- _DATA SECTION_:
•••••

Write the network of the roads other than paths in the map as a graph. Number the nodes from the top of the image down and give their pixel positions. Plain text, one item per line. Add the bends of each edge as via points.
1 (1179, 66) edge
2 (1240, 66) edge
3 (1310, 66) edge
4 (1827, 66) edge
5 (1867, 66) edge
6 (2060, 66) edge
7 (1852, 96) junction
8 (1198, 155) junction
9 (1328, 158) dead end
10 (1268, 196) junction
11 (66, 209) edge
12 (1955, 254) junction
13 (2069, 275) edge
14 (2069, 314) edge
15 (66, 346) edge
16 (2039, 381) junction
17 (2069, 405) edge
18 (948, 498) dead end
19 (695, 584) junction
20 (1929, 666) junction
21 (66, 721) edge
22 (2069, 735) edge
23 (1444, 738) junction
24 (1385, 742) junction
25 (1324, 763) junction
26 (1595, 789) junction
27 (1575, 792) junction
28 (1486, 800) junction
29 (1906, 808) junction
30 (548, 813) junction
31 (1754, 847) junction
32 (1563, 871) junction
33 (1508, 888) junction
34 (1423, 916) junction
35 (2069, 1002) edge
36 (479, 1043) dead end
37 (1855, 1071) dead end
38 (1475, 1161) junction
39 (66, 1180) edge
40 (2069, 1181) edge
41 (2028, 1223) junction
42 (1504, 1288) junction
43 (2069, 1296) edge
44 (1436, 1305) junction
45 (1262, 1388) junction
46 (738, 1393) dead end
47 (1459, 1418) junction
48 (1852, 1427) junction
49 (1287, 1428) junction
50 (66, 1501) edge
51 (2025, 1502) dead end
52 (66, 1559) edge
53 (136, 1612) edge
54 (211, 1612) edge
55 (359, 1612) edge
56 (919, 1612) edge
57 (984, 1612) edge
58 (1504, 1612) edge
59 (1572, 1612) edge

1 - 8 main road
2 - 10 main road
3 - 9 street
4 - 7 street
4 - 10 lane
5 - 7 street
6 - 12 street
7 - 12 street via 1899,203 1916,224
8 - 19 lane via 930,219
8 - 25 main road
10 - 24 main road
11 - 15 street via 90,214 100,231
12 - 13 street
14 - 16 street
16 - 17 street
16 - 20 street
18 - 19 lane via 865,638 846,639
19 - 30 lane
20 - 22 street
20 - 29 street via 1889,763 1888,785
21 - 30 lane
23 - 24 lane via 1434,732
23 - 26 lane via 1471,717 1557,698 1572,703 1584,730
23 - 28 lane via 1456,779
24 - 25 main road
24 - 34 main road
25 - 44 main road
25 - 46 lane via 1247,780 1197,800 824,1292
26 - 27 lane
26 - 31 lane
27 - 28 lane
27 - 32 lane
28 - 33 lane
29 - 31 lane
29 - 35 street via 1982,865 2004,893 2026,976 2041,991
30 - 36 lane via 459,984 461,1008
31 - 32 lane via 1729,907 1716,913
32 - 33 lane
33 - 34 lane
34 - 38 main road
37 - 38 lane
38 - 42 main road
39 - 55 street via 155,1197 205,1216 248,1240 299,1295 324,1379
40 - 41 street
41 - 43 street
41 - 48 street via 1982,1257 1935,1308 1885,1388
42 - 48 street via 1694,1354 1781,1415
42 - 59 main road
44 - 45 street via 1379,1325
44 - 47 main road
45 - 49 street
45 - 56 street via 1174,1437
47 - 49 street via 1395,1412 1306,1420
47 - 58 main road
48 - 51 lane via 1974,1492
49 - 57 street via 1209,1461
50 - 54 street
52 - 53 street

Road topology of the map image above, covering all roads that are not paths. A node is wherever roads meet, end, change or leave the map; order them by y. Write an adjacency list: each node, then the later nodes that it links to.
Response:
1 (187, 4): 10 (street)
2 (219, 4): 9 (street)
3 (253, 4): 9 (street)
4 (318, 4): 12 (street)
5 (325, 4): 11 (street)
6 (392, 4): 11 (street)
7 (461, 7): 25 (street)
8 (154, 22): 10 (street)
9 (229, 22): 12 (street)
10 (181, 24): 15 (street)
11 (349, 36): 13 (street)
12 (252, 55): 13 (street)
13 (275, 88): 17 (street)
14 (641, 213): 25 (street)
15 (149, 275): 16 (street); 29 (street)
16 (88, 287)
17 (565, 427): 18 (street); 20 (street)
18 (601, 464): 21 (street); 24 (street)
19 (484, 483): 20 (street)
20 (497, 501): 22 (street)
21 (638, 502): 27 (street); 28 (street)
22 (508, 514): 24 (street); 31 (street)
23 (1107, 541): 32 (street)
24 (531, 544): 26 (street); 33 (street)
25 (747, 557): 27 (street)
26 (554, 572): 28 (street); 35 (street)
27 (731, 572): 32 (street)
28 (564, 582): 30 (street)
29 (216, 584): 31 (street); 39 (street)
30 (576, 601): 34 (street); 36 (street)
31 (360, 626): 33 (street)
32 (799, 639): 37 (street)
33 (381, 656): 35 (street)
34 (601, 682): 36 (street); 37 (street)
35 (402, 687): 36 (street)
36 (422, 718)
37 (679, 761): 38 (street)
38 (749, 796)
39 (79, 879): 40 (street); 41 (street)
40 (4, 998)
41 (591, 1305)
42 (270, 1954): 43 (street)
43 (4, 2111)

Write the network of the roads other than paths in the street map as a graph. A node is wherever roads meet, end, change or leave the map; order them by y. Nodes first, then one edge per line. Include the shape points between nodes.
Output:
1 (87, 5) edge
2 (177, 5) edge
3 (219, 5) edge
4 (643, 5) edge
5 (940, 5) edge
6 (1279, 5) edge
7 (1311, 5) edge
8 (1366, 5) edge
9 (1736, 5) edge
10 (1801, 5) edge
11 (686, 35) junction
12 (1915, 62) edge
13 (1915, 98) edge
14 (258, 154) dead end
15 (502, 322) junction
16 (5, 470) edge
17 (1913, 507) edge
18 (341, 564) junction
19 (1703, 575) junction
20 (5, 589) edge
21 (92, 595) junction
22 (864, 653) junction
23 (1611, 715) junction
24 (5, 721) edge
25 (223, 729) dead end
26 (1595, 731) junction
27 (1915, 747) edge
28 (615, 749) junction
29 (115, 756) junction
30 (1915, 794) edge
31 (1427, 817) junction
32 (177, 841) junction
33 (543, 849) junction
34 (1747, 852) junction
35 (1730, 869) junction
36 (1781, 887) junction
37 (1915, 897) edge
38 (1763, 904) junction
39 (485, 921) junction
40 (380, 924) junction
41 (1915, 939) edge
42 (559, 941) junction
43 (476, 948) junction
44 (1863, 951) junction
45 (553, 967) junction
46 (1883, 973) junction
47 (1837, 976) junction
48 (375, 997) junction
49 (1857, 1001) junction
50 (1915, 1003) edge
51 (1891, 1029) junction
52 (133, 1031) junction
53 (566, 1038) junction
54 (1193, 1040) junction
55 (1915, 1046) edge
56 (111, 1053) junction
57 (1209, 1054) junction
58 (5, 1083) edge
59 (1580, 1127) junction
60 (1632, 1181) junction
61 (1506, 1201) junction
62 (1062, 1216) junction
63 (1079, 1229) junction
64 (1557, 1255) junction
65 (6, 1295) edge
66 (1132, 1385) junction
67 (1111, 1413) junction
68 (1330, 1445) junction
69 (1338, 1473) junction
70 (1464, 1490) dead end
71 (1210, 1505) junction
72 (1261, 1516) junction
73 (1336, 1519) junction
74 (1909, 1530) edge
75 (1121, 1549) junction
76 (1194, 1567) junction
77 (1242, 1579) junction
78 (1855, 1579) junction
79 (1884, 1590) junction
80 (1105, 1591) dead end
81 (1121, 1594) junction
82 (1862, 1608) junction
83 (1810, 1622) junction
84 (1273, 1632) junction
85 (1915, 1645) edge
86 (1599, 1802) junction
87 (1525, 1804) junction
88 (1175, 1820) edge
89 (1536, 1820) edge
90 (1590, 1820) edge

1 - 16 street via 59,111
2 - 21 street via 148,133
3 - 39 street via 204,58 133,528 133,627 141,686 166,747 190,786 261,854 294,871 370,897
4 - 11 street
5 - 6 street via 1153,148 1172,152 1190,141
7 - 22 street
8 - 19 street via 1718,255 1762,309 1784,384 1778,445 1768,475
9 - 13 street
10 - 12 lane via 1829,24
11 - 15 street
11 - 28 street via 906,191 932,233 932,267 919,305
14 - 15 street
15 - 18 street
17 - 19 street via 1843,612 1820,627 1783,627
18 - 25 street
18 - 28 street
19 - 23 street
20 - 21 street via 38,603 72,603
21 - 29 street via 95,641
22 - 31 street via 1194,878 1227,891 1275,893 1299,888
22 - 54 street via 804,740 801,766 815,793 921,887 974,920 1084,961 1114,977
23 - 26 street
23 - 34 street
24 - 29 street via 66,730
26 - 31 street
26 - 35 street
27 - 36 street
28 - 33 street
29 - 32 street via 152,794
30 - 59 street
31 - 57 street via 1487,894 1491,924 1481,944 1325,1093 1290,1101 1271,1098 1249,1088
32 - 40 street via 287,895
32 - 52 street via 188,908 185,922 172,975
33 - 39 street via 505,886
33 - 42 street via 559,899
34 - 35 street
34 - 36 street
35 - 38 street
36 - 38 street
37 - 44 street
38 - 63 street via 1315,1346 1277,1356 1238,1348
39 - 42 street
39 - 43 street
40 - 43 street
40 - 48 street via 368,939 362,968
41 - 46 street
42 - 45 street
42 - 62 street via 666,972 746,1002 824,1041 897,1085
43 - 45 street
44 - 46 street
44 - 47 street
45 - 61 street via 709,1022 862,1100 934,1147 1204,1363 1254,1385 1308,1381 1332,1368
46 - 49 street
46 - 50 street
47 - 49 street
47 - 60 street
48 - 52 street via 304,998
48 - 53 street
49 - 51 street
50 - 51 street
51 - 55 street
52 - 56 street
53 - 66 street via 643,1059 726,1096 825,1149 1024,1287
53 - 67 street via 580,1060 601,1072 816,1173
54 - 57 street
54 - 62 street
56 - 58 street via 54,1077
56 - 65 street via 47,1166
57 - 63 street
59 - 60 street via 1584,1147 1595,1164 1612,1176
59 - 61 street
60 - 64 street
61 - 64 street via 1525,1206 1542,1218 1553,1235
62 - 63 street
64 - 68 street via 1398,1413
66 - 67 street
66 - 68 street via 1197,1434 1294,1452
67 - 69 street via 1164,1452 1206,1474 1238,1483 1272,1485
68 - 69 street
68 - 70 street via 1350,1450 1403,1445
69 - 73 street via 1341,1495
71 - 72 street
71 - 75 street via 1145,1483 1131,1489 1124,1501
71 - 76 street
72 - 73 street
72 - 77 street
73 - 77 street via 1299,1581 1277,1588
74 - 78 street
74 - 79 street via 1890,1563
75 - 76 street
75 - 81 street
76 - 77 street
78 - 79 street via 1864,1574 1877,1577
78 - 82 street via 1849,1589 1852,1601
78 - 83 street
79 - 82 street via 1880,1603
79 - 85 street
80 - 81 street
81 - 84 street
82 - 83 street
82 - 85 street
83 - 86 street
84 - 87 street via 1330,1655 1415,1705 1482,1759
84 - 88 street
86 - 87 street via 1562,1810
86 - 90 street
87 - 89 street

•••••

- _WHAT IS BEING ASKED_: Going through the entries above, tally every line that contains the string "dead", then state only the total.

- _RESULT BELOW_: 10